**The problem**
From the first line to the last, restate the material word for word, omitting pictures.

**** Data shown

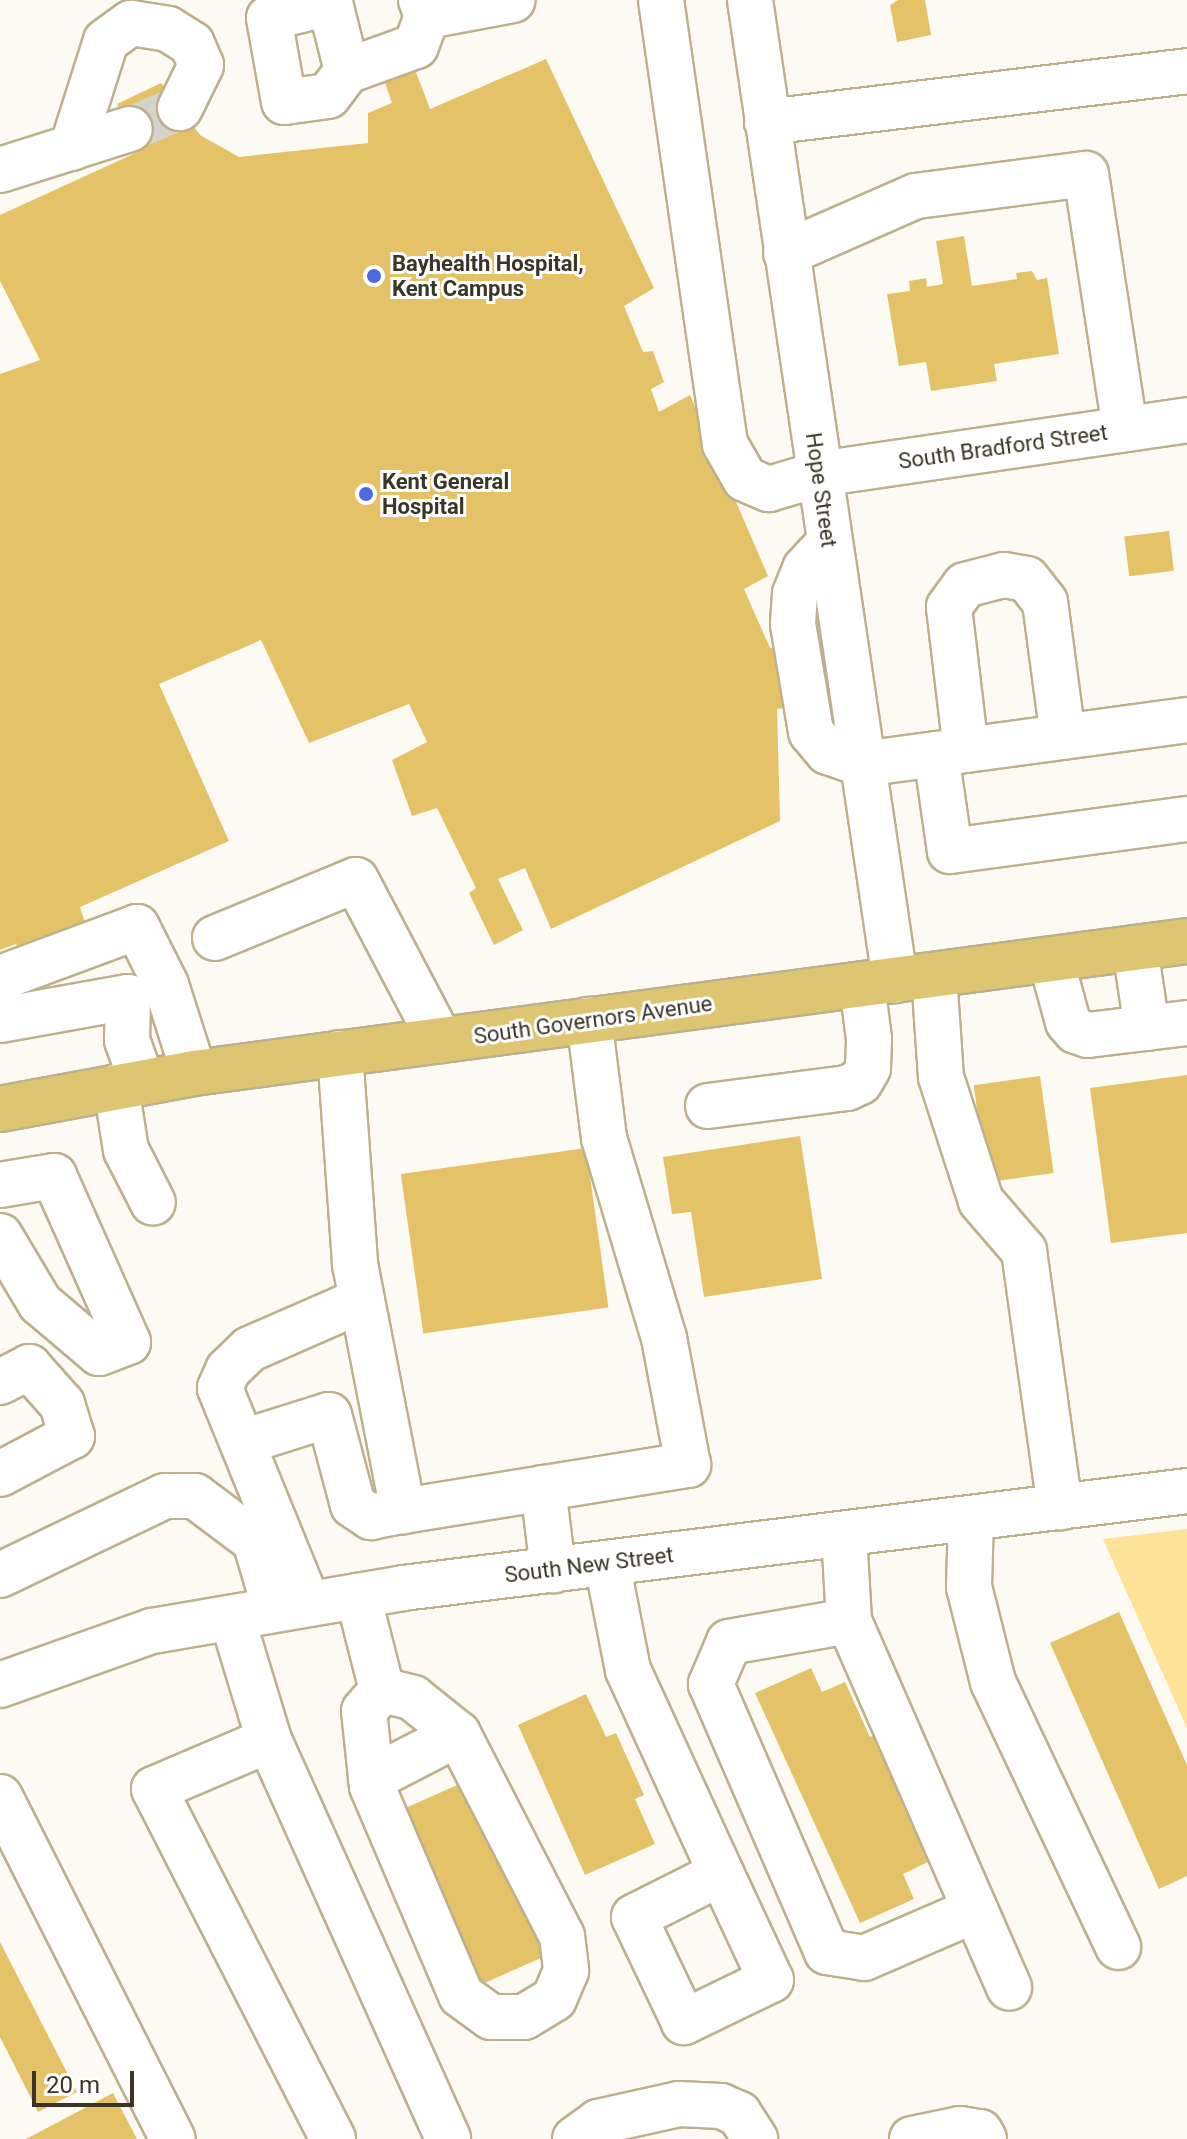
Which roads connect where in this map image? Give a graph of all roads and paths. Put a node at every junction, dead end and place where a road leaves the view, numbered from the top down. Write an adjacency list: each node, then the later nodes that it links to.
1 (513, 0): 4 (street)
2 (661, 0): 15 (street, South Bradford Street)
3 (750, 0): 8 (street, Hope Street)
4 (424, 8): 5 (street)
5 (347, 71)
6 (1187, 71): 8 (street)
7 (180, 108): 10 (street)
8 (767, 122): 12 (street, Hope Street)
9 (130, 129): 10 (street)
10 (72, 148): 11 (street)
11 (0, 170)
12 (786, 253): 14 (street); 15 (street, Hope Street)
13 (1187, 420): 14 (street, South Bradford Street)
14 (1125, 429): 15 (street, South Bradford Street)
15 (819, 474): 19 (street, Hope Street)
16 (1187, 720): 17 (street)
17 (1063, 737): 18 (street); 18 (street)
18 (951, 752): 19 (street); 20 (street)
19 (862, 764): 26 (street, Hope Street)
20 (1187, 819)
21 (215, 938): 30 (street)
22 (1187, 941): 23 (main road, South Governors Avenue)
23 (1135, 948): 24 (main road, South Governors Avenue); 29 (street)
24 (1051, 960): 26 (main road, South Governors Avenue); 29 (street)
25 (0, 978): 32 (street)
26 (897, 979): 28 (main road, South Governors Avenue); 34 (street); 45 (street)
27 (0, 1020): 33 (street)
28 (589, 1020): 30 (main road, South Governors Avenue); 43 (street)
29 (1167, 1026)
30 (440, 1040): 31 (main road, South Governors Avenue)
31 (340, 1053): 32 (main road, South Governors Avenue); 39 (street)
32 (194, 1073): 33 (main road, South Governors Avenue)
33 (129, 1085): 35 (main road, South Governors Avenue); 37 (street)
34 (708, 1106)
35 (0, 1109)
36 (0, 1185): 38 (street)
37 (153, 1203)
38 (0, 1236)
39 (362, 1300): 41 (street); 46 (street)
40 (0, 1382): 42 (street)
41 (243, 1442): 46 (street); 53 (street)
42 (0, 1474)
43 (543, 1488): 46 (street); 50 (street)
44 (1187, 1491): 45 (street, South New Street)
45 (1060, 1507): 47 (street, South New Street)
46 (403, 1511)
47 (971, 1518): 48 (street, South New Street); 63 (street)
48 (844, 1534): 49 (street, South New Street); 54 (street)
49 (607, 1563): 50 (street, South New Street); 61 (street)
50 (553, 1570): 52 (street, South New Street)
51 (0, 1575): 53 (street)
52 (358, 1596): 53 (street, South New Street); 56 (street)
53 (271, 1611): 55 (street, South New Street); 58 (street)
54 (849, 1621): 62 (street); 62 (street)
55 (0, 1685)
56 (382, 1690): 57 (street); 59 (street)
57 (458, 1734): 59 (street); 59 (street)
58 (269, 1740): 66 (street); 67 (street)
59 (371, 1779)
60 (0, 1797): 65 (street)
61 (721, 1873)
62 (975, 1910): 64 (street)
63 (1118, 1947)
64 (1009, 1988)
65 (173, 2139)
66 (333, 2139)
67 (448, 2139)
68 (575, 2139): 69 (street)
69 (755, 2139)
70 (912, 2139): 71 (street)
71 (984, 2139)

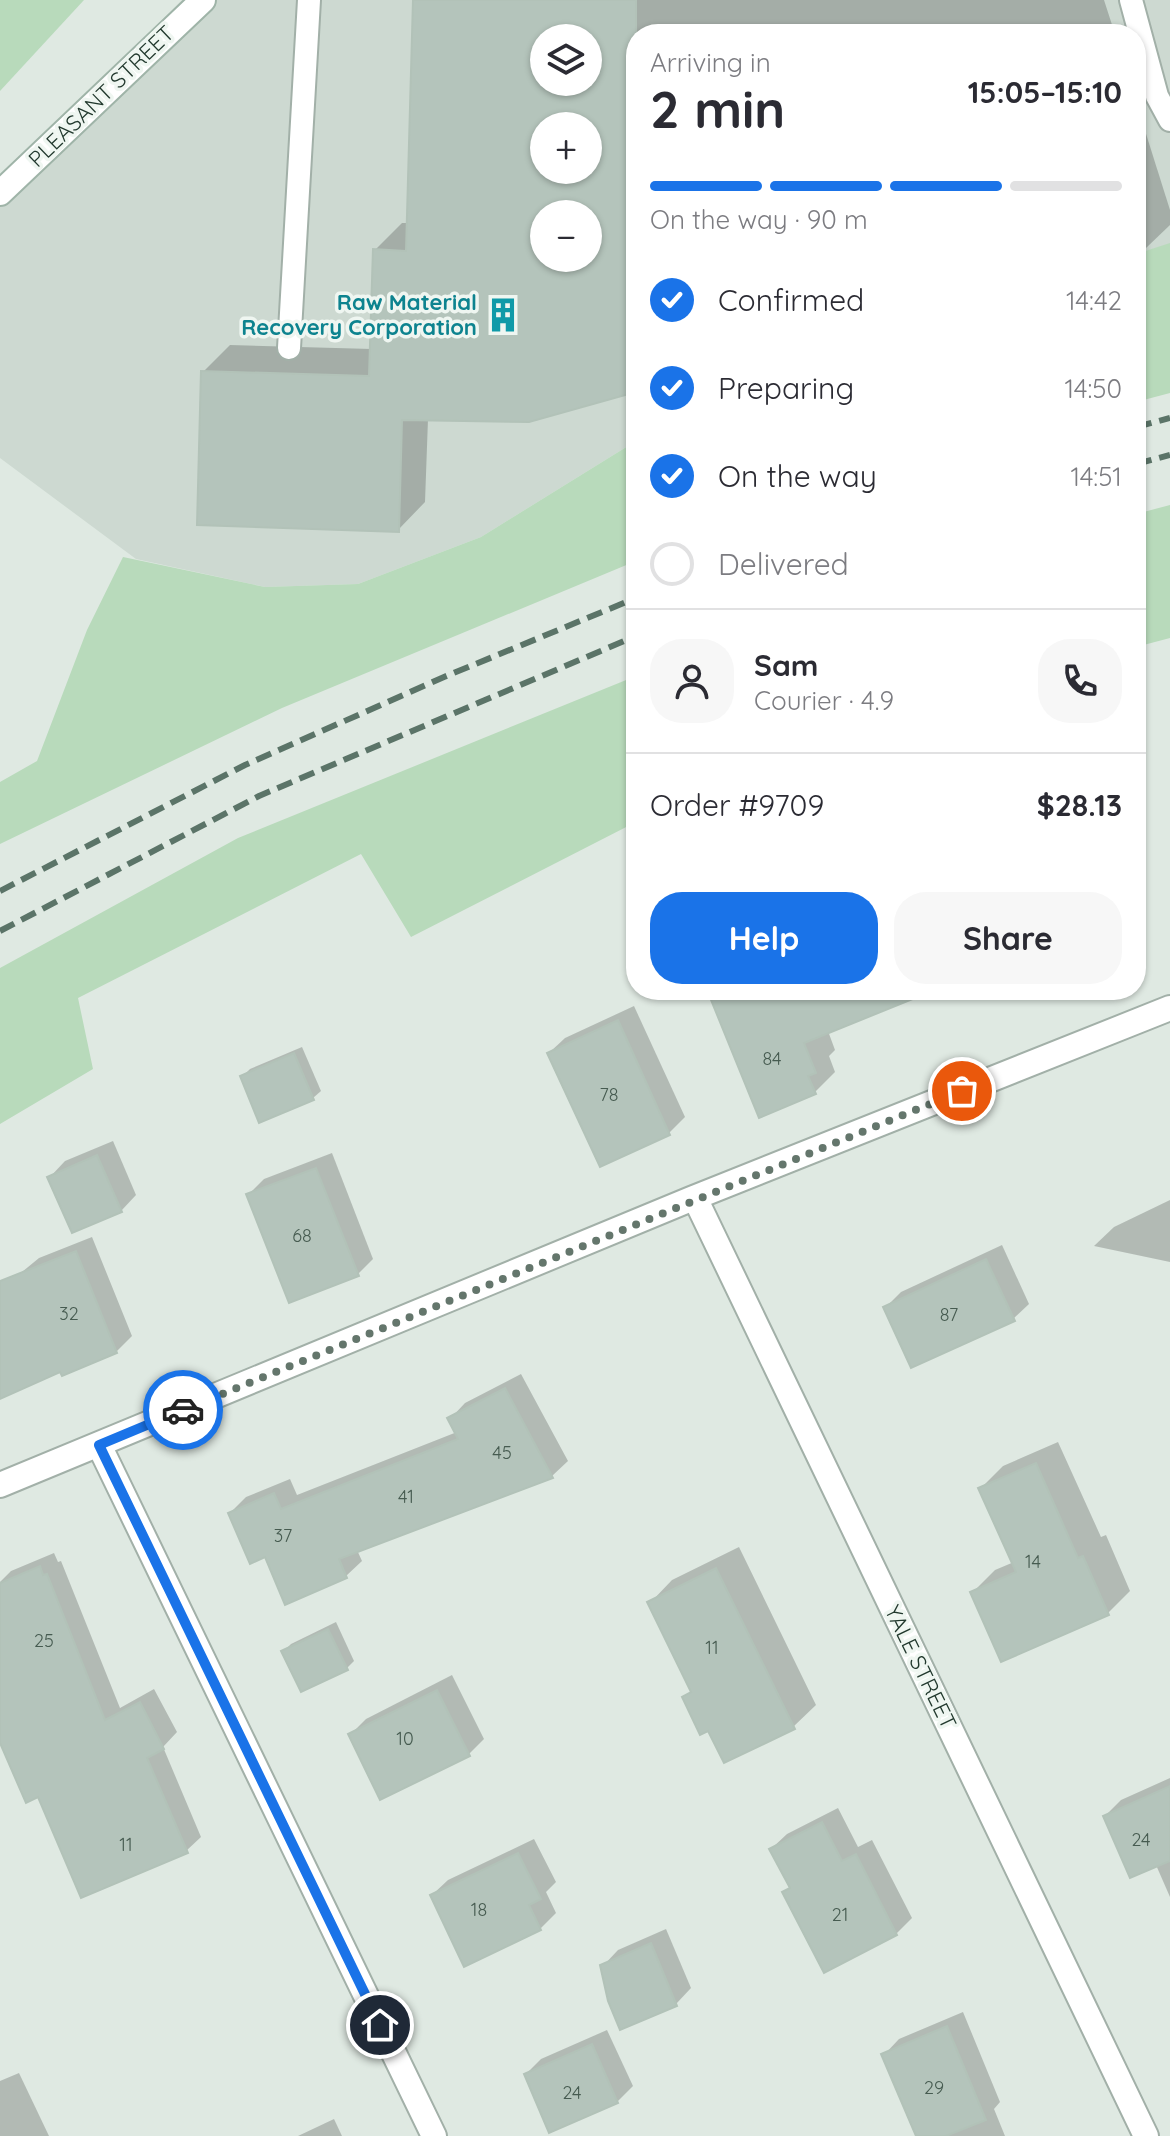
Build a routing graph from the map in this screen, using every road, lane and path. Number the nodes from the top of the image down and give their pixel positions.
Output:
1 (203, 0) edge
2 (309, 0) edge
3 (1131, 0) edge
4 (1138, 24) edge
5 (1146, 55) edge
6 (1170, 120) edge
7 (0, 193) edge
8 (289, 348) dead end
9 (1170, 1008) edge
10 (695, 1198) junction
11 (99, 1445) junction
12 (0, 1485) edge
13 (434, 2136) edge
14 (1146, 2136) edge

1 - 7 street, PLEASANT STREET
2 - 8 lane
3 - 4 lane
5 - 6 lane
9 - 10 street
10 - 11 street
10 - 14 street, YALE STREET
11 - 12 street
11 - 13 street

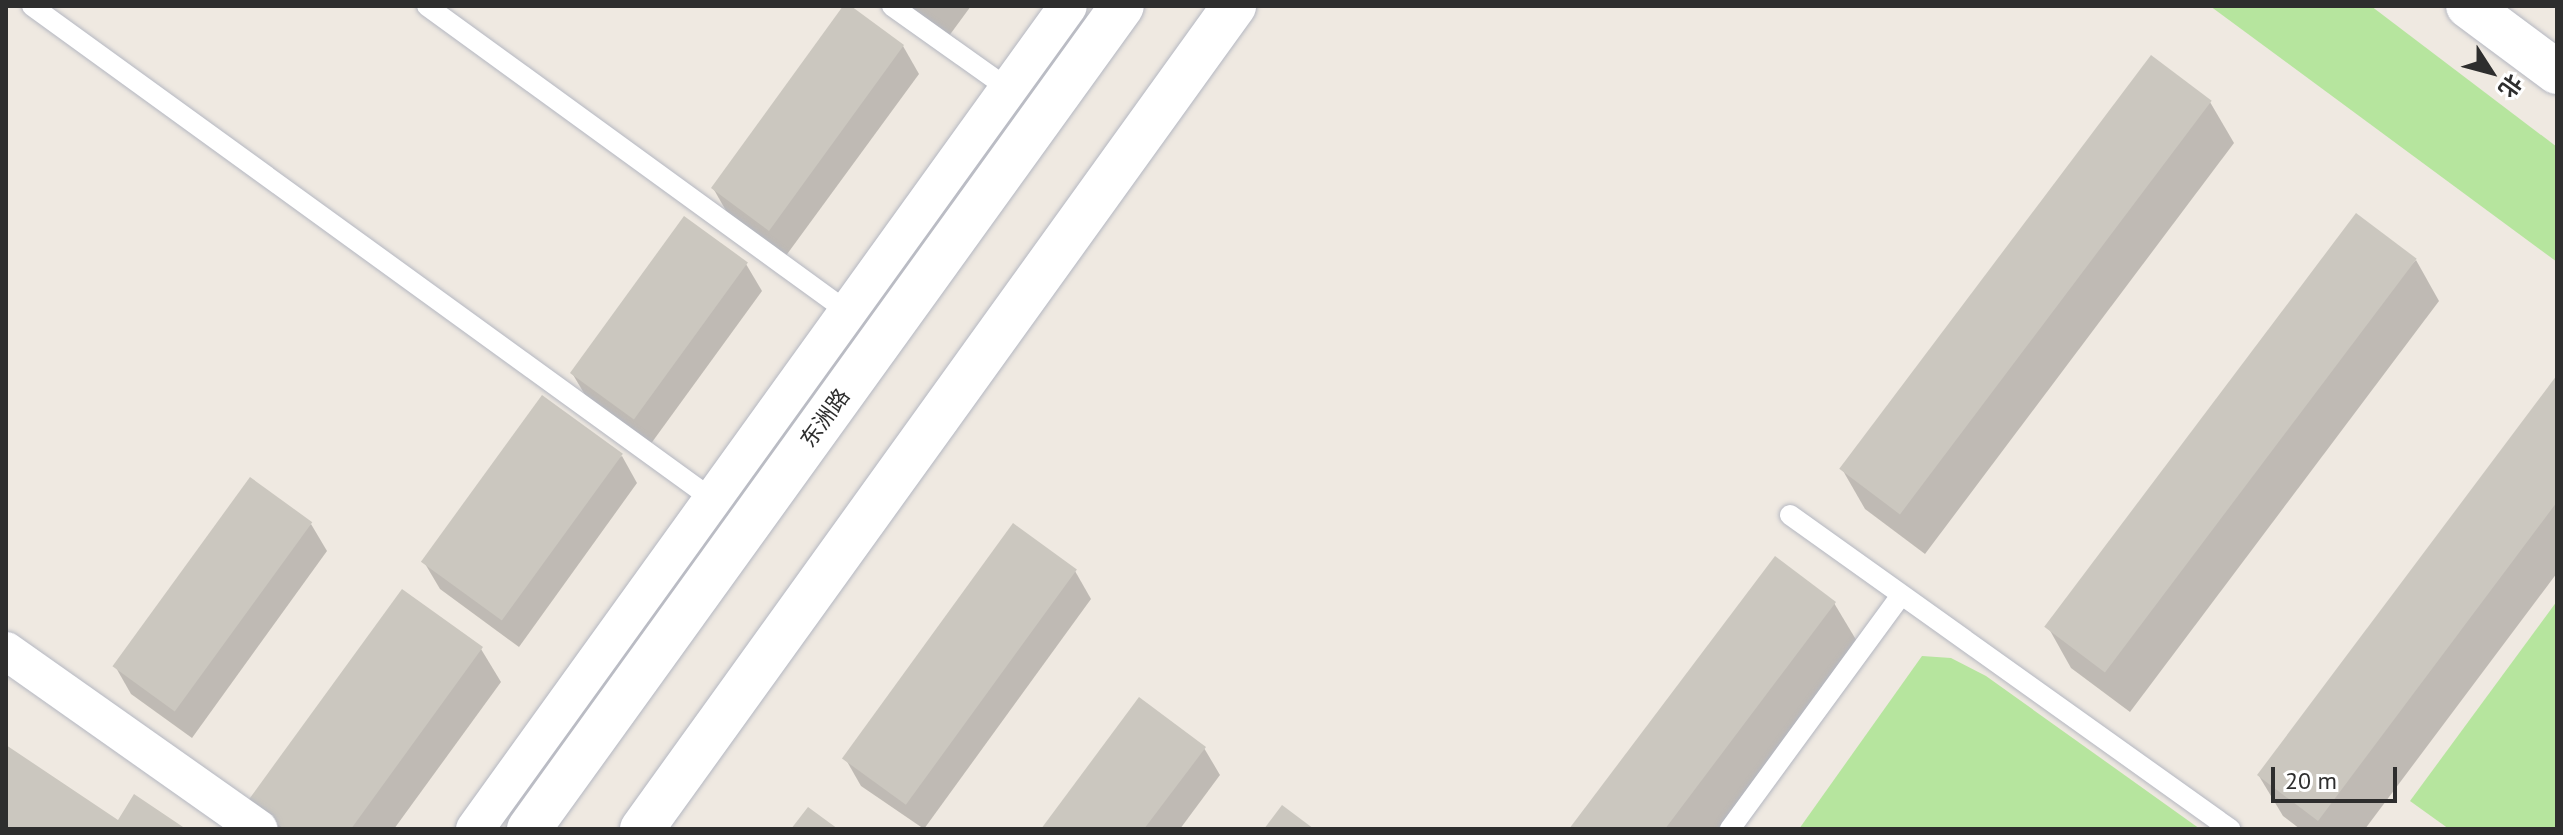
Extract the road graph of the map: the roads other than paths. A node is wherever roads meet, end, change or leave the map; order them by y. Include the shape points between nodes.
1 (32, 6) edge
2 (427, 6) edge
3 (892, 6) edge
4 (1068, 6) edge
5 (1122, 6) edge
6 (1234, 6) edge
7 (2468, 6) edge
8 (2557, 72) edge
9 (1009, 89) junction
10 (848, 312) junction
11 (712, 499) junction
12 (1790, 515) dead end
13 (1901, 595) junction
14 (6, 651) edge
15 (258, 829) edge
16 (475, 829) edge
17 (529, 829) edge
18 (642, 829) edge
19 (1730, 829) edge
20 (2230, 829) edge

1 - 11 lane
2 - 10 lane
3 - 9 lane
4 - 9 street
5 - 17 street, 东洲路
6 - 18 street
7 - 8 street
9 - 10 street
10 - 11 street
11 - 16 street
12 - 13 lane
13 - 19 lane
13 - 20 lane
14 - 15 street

********

**Response to the exercise**
Which roads connect where in this map image? Give a graph of all roads and paths. Put a node at every junction, dead end and place where a road leaves the view, numbered from the top down. Write an adjacency list: each node, then the later nodes that it links to.
1 (513, 0): 4 (street)
2 (661, 0): 15 (street, South Bradford Street)
3 (750, 0): 8 (street, Hope Street)
4 (424, 8): 5 (street)
5 (347, 71)
6 (1187, 71): 8 (street)
7 (180, 108): 10 (street)
8 (767, 122): 12 (street, Hope Street)
9 (130, 129): 10 (street)
10 (72, 148): 11 (street)
11 (0, 170)
12 (786, 253): 14 (street); 15 (street, Hope Street)
13 (1187, 420): 14 (street, South Bradford Street)
14 (1125, 429): 15 (street, South Bradford Street)
15 (819, 474): 19 (street, Hope Street)
16 (1187, 720): 17 (street)
17 (1063, 737): 18 (street); 18 (street)
18 (951, 752): 19 (street); 20 (street)
19 (862, 764): 26 (street, Hope Street)
20 (1187, 819)
21 (215, 938): 30 (street)
22 (1187, 941): 23 (main road, South Governors Avenue)
23 (1135, 948): 24 (main road, South Governors Avenue); 29 (street)
24 (1051, 960): 26 (main road, South Governors Avenue); 29 (street)
25 (0, 978): 32 (street)
26 (897, 979): 28 (main road, South Governors Avenue); 34 (street); 45 (street)
27 (0, 1020): 33 (street)
28 (589, 1020): 30 (main road, South Governors Avenue); 43 (street)
29 (1167, 1026)
30 (440, 1040): 31 (main road, South Governors Avenue)
31 (340, 1053): 32 (main road, South Governors Avenue); 39 (street)
32 (194, 1073): 33 (main road, South Governors Avenue)
33 (129, 1085): 35 (main road, South Governors Avenue); 37 (street)
34 (708, 1106)
35 (0, 1109)
36 (0, 1185): 38 (street)
37 (153, 1203)
38 (0, 1236)
39 (362, 1300): 41 (street); 46 (street)
40 (0, 1382): 42 (street)
41 (243, 1442): 46 (street); 53 (street)
42 (0, 1474)
43 (543, 1488): 46 (street); 50 (street)
44 (1187, 1491): 45 (street, South New Street)
45 (1060, 1507): 47 (street, South New Street)
46 (403, 1511)
47 (971, 1518): 48 (street, South New Street); 63 (street)
48 (844, 1534): 49 (street, South New Street); 54 (street)
49 (607, 1563): 50 (street, South New Street); 61 (street)
50 (553, 1570): 52 (street, South New Street)
51 (0, 1575): 53 (street)
52 (358, 1596): 53 (street, South New Street); 56 (street)
53 (271, 1611): 55 (street, South New Street); 58 (street)
54 (849, 1621): 62 (street); 62 (street)
55 (0, 1685)
56 (382, 1690): 57 (street); 59 (street)
57 (458, 1734): 59 (street); 59 (street)
58 (269, 1740): 66 (street); 67 (street)
59 (371, 1779)
60 (0, 1797): 65 (street)
61 (721, 1873)
62 (975, 1910): 64 (street)
63 (1118, 1947)
64 (1009, 1988)
65 (173, 2139)
66 (333, 2139)
67 (448, 2139)
68 (575, 2139): 69 (street)
69 (755, 2139)
70 (912, 2139): 71 (street)
71 (984, 2139)

Build a routing graph from the map in this screen, using every road, lane and path. Number the nodes from the top of the image down and give their pixel positions.
Output:
1 (203, 0) edge
2 (309, 0) edge
3 (1131, 0) edge
4 (1138, 24) edge
5 (1146, 55) edge
6 (1170, 120) edge
7 (0, 193) edge
8 (289, 348) dead end
9 (1170, 1008) edge
10 (695, 1198) junction
11 (99, 1445) junction
12 (0, 1485) edge
13 (434, 2136) edge
14 (1146, 2136) edge

1 - 7 street, PLEASANT STREET
2 - 8 lane
3 - 4 lane
5 - 6 lane
9 - 10 street
10 - 11 street
10 - 14 street, YALE STREET
11 - 12 street
11 - 13 street

Extract the road graph of the map: the roads other than paths. A node is wherever roads meet, end, change or leave the map; order them by y. Include the shape points between nodes.
1 (32, 6) edge
2 (427, 6) edge
3 (892, 6) edge
4 (1068, 6) edge
5 (1122, 6) edge
6 (1234, 6) edge
7 (2468, 6) edge
8 (2557, 72) edge
9 (1009, 89) junction
10 (848, 312) junction
11 (712, 499) junction
12 (1790, 515) dead end
13 (1901, 595) junction
14 (6, 651) edge
15 (258, 829) edge
16 (475, 829) edge
17 (529, 829) edge
18 (642, 829) edge
19 (1730, 829) edge
20 (2230, 829) edge

1 - 11 lane
2 - 10 lane
3 - 9 lane
4 - 9 street
5 - 17 street, 东洲路
6 - 18 street
7 - 8 street
9 - 10 street
10 - 11 street
11 - 16 street
12 - 13 lane
13 - 19 lane
13 - 20 lane
14 - 15 street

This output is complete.